More than half of people globally said they were more worried than last year about climate change (53
percent). The corresponding figure was higher for those in LDCs (59 percent). On average across the nine
Small Island Developing States (SIDS) surveyed, as much as 71 percent said they were more worried than
last year about climate change.

69 percent of people globally said their big decisions like where to live or work were being impacted by
climate change. The proportion so affected was higher in LDCs (74 percent), but notably lower in Western
and Northern Europe (52 percent) and Northern America (42 percent).

Prof. Stephen Fisher, Department of Sociology, University of Oxford, said: “A survey of this size was a huge
scientific endeavour. While maintaining rigorous methodology, special efforts were also made to include
people from marginalised groups in the poorest parts of the world. This is some of the very highest quality
global data on public opinions on climate change available.”

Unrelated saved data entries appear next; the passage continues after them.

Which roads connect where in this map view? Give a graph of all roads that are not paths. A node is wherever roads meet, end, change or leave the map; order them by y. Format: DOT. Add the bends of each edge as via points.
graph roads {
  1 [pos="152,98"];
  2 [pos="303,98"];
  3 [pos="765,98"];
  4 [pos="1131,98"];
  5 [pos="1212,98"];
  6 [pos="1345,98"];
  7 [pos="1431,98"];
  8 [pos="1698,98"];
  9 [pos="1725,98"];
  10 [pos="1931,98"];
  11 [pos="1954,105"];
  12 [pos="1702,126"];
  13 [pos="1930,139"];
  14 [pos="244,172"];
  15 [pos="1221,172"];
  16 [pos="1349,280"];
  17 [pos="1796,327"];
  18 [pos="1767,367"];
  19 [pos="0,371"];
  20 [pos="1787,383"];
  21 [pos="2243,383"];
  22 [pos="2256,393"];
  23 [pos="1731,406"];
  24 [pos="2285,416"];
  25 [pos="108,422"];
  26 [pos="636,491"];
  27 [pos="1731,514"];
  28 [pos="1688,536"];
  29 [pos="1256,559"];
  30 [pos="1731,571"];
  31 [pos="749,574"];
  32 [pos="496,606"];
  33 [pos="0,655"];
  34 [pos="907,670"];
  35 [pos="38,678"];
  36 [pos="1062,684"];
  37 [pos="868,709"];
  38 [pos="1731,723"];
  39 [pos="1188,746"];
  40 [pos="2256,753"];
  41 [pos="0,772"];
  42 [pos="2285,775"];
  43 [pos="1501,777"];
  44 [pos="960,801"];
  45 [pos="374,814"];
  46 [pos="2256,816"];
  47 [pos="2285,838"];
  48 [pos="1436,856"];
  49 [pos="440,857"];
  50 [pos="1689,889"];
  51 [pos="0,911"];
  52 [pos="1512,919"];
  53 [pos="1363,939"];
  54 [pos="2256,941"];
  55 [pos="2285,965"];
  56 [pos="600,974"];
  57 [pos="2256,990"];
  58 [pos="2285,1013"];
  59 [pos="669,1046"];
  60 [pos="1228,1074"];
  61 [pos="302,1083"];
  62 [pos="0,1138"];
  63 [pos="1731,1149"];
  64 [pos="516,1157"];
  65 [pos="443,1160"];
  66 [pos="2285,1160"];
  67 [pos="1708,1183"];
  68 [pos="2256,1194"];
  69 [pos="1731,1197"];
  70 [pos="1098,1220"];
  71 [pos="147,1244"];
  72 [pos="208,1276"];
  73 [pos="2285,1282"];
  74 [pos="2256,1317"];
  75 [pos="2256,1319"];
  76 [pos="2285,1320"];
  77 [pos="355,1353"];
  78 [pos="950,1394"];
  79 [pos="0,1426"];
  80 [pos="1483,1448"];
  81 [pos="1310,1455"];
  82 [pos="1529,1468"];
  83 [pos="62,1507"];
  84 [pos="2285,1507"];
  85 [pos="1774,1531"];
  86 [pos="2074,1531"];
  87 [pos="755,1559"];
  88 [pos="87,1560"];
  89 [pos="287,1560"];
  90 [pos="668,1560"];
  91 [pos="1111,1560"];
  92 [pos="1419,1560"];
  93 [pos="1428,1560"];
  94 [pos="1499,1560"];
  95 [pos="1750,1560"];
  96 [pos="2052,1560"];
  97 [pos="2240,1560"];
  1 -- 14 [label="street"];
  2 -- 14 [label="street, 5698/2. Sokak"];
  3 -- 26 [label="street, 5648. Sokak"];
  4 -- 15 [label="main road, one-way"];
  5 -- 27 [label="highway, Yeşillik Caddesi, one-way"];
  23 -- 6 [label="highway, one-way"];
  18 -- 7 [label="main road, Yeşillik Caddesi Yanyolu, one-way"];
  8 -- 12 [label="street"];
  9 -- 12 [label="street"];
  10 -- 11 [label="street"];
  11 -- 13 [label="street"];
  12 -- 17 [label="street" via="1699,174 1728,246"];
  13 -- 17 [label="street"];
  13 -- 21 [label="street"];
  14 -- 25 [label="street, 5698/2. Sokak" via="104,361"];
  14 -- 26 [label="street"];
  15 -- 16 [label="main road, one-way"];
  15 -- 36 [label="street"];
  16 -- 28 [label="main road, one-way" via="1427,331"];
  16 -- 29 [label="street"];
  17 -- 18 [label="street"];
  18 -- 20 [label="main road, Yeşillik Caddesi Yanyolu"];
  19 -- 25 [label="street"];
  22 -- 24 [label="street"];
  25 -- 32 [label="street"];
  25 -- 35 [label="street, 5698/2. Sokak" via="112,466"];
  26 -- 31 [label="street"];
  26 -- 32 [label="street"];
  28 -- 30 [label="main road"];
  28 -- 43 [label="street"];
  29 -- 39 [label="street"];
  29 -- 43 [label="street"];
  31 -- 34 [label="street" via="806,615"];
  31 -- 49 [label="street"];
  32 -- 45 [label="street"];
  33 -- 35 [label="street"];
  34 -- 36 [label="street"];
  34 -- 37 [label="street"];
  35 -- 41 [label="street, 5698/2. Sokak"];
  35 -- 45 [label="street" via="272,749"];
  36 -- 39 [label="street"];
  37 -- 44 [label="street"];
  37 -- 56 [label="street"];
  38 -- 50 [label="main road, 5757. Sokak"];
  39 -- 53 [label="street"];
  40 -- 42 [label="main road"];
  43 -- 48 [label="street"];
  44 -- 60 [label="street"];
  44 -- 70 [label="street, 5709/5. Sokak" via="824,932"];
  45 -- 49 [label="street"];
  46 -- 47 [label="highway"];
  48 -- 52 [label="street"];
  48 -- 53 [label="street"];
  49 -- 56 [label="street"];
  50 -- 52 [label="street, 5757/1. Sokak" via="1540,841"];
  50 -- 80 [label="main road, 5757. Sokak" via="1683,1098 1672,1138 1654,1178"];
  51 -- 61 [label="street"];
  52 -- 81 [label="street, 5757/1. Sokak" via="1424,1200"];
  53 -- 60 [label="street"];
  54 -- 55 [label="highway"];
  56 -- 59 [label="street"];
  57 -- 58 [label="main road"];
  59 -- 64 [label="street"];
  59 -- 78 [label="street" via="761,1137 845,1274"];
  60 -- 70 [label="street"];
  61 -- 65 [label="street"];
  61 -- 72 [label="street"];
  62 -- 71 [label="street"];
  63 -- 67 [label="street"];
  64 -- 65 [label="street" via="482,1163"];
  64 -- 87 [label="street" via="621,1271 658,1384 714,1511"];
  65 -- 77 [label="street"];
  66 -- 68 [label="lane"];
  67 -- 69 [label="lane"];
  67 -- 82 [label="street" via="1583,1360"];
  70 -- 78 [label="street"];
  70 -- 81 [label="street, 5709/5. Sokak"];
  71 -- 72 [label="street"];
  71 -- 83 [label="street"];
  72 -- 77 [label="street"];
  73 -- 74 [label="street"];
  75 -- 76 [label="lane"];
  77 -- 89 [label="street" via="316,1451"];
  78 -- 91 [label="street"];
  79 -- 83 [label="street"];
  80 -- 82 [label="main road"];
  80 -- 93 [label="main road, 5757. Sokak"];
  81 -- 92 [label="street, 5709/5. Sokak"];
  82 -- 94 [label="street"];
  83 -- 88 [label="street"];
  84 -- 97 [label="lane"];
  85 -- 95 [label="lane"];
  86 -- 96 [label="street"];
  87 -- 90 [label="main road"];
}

Cassie Flynn, Global Director of Climate Change, UNDP, said: “As world leaders decide on the next round of
pledges under the Paris Agreement by 2025, these results are undeniable evidence that people everywhere
support bold climate action. The Peoples’ Climate Vote has enlisted the voices of people everywhere –
including amongst groups traditionally the most difficult to poll. For example, people in nine of the 77
countries surveyed had never before been polled on climate change. The next two years stand as one of the
best chances we have as the international community to ensure that warming stays under 1.5°. We stand
ready to support policymakers in stepping up their efforts as they develop their climate action plans
through our Climate Promise initiative."

UNDP’s Climate Promise initiative has seen over 100 developing countries submit enhanced NDCs during
the second revision cycle – of which 91 percent raised their targets for reducing greenhouse gas emissions
and 93 percent also strengthened adaptation goals.